MEMORIA HISTÓRICA, MEMORIA HISTÉRICA

MEMORIA HISTÓRICA, MEMORIA HISTÉRICA

Dante ya había recorrido mucho trecho en esas andanzas, casi hasta repetirse y momificarse en la solidaridad, y había dejado desde hacía bastante tiempo atrás su empecinado seguimiento documental del rock mexicano, tras atiborrar su pequeña recámara de gavetas, libreros, cajas de cartón y disqueros con los materiales más necesarios para escribir la historia neta del movimiento contracultural por excelencia, hasta que fue comercializado por las grandes corporaciones trasnacionales, en México.

Ante la evidente imposibilidad y la voluntad de culminarlo, amén de la edad que nada perdona –despegaba de los 33 años con mayor rapidez de lo que se daba cuenta– sólo tenía en su casa paterna una desordenada morgue de flyers, posters y camisetas de tocadas de rock que como hojas de otoño, fueron resecándole el entusiasmo y tamizando con su propia resequedad los apuntes de la inacabada tesis de literatura novohispana.

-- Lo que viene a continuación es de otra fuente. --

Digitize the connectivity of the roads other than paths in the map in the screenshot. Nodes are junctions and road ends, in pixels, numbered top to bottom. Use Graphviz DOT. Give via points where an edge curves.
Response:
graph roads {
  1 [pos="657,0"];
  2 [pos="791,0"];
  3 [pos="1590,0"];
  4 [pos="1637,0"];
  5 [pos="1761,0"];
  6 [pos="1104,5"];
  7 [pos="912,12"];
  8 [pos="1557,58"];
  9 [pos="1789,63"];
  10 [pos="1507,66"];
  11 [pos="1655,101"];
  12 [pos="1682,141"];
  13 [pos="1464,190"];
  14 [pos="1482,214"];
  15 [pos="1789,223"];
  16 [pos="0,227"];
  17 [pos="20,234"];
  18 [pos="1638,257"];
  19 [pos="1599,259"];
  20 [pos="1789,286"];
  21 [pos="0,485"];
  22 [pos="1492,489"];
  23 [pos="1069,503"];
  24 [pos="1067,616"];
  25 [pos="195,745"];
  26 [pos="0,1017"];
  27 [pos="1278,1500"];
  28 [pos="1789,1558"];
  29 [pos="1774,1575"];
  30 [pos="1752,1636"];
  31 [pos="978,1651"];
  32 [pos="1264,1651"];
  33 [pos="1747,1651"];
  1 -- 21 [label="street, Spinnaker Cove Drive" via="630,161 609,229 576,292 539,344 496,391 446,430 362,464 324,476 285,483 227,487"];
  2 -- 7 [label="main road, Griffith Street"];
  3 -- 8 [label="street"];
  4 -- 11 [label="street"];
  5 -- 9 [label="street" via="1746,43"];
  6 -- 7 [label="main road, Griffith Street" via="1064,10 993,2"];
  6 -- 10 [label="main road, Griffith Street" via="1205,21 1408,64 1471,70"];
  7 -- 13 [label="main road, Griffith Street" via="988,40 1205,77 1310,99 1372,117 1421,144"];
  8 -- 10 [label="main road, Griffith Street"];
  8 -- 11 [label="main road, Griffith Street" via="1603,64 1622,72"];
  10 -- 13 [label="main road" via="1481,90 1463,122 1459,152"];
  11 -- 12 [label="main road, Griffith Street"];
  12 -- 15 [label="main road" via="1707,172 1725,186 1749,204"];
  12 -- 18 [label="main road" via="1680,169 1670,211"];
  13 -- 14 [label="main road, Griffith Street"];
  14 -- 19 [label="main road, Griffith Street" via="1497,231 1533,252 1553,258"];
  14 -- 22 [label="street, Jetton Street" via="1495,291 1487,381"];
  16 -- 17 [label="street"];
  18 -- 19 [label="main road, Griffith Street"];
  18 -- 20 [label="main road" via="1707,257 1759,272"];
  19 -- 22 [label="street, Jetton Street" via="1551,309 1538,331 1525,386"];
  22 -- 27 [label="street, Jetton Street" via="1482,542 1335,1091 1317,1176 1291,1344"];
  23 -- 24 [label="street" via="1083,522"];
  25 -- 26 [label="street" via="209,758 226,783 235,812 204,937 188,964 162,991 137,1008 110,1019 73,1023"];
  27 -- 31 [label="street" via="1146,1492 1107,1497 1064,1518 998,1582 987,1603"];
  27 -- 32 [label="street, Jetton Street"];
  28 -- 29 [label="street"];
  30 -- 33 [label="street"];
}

La tesis fue otra obra que se propuso algún día animarse a culminar, después de haber hecho 1,959 fichas bibliográficas en El Colegio Superior de México sobre el control inquisitorial del teatro novohispano en el siglo XVIII, y de pasarse más de cinco años en la Galería 4 del Archivo General de la Nación, escamotéandole tiempo a una beca de El Colegio para documentar su propia investigación, a la par de la rockera.

Proseguía neciamente como integrante de un grupo musical versátil, pero el oficio, aparte de mitigarle los apremios económicos en la que debería ser una plena edad productiva, le permitía seguir en el desmadre irresponsable y bebiendo gratis los fines de semana, mientras divertía a quinceañeras y chambelanes de la periferia al ritmo de cumbias, salsa, corridos norteñitos y covers de rock sesentero estilo Teen Tops y Los Hooligans:

Sobre un arcoiris

F G C

tesoros tú hallarás

Em

al final de una historia

F G

memorias tú tendrás.

La edad le cobraba la factura en abonos; había perdido dos muelas y la tercera a medio atender mostraba en su cariado que correría el mismo destino que las anteriores. Su cara tenía un color cobrizo y marcadas arrugas faciales por las desveladas y por soplar desmesuradamente dos veces a la semana desde hacía 8 años, la vieja flauta transversal Wurlitzer para adornar los bossanovas y salsas del repertorio de Los Sibaritas,

GRUPO VERSÁTIL PARA TODO TIPO DE FIESTAS Y EVENTOS SOCIALES CON TRANSPORTACIÓN PROPIA

Y SERVICIO DE LUZ Y SONIDO OPCIONAL

como se anunciaban gratuitamente en los clasificados de una revista. Los surcos arriba de la boca le transformaban en mueca amarga cualquier atisbo de sonrisa. Ya habían pasado los buenos tiempos en que los semiebrios sibaritas levantaban de las fiestas a jóvenes, también semiebrias por supuesto, después de cada tocada, envalentonados por el alcohol y el ambientazo a que su oficio obligaba.